WitnessTruth
WitnessTruth

Reputation: 589

Execute a method after the application starts using Spring

I have this structure in my Service component in my Spring:

@Autowired
PointController controller;
@Autowired
ParametroService parametroService;

Timer timer = new Timer();
TimerTask timerTask = new TimerTask() {
    @Override
    public void run() {
        List<IntRaptMec> allPointments =  getNotValidated();

        for(IntRaptMec pointment : allPointments) {
           controller.validate(pointment.getIdTemp());
        }
    }
};        

public void doValidationsTask() {       

    Parametro parametroTempo = parametroService.getParametro("1", "ATRC_MEC", "TEMPO_VERIFICACAO");
    timer.scheduleAtFixedRate(
            timerTask,
            Integer.parseInt(parametroTempo.getValor()) * oneMinute,
            Integer.parseInt(parametroTempo.getValor()) * oneMinute
    );  

}

All that I want is that after the Spring Application fully initializes it will execute the method run() inside the TimerTask. Then, after a given time in minutes that will be get from the parametroService.getParametro(), execute this task again.

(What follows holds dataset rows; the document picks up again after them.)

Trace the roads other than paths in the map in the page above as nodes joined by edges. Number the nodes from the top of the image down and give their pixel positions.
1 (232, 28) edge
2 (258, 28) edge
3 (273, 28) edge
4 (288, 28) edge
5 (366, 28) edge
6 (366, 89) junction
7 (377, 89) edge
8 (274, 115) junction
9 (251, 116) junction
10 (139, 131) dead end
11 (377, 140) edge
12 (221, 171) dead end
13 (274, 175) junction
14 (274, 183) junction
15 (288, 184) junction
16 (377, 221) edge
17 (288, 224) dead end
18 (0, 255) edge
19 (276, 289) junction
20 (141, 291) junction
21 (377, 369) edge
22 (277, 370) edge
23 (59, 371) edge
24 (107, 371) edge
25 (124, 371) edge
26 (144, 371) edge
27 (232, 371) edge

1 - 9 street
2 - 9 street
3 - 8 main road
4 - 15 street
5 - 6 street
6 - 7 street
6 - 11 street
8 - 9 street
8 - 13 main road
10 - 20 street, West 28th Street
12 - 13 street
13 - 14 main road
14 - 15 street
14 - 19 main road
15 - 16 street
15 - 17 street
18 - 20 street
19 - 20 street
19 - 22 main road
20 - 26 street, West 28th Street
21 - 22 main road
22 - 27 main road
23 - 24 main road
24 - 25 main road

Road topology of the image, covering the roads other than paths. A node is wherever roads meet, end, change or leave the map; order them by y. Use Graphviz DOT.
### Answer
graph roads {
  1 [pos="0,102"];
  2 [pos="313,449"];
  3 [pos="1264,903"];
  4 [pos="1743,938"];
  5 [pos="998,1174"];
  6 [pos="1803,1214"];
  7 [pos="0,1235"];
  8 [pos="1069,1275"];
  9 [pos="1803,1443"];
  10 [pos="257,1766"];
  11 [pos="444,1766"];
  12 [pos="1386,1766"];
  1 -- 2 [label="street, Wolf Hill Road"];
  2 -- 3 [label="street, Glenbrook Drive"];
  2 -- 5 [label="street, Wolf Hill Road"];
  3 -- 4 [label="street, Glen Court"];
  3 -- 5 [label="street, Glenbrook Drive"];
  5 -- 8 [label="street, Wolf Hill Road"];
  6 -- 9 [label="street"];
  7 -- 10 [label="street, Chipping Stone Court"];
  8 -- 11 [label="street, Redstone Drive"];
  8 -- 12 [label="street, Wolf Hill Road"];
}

I tried to follow this link from the docs: https://docs.spring.io/spring/docs/current/spring-framework-reference/integration.html#scheduling-annotation-support

But seems that I can't dinamically sets the Delay time that a specific task will be executed

Upvotes: 0

Views: 1088

Answers (5)

Rahul Vedpathak
Rahul Vedpathak

Reputation: 1436

You can implement a spring SmartLifecycle interface. This will get invoked when Spring context is loaded completely. And Then you can start the timertask.

public class TimerTaskInvoker implements SmartLifecycle{
@override
public void start(){
  timer.scheduleAtFixedRate(timerTask);
  }
}

You can check the reference - https://docs.spring.io/spring-framework/docs/current/javadoc-api/org/springframework/context/SmartLifecycle.html

Upvotes: 1

Michael Gantman
Michael Gantman

Reputation: 7808

You are correct that annotation @Scheduled does not allow you to read delay parameter dynamically. For that reason and because this annotation takes delay parameter only in milliseconds or as crone expression which is not user friendly, I wrote my own utility that does it. The Utility is available as part of Open Source MgntUtils library. You will need to write your classes that will extend classes provided in the library and then you will get the desired functionality. But it does require a little bit of work. However the library comes with example package that has source code of working example with detailed explanation in javadoc. If you are interested library is available at Github and at Maven Central. In both places it is available with sources and javadoc. The desired feature is described in detail in javadoc. If you download and unzip javadoc into folder c:\tmp then look at URL file:///C:/tmp/javadoc/com/mgnt/lifecycle/management/backgroundrunner/package-summary.html for detailed description on how to use this feature. For working code example look in the sources at package com.mgnt.lifecycle.management.backgroundrunner.example
Also, there is an article that explains about the features of the library, except that this particular feature is not described in that article yet. Here is the link: Open Source Java library with stack trace filtering, Silent String parsing, Unicode converter and Version comparison

Upvotes: 2

Sahil Chhabra
Sahil Chhabra

Reputation: 11716

You can use spring scheduler and specify the initialDelay and fixedRate using the @Scheduled annotation.

@EnableScheduling
class CustomScheduler{

  @Scheduled(fixedRate = 1000, initialDelay = 1000)
  public void taskYouWantToPerform() {

      List<IntRaptMec> allPointments =  getNotValidated();
      for(IntRaptMec pointment : allPointments) {
          controller.validate(pointment.getIdTemp());
      }
  }
}

For more details refer this

Upvotes: 0

nirfrea
nirfrea

Reputation: 84

@PostConstruct may be the annotation you need.

https://www.baeldung.com/running-setup-logic-on-startup-in-spring

Upvotes: 1

diginoise
diginoise

Reputation: 7630

You can annotate your run() method with @EventListener or create a new such annotated method which will call run():

@EventListener
public void handleContextRefresh(ContextRefreshedEvent event) {
    run();
}

If you don't use context which supports refresh() operation, you should be fine. If you use such context (and you don't want run() to execute on context refresh) make sure you store this state within your bean.

More info on standard Spring events.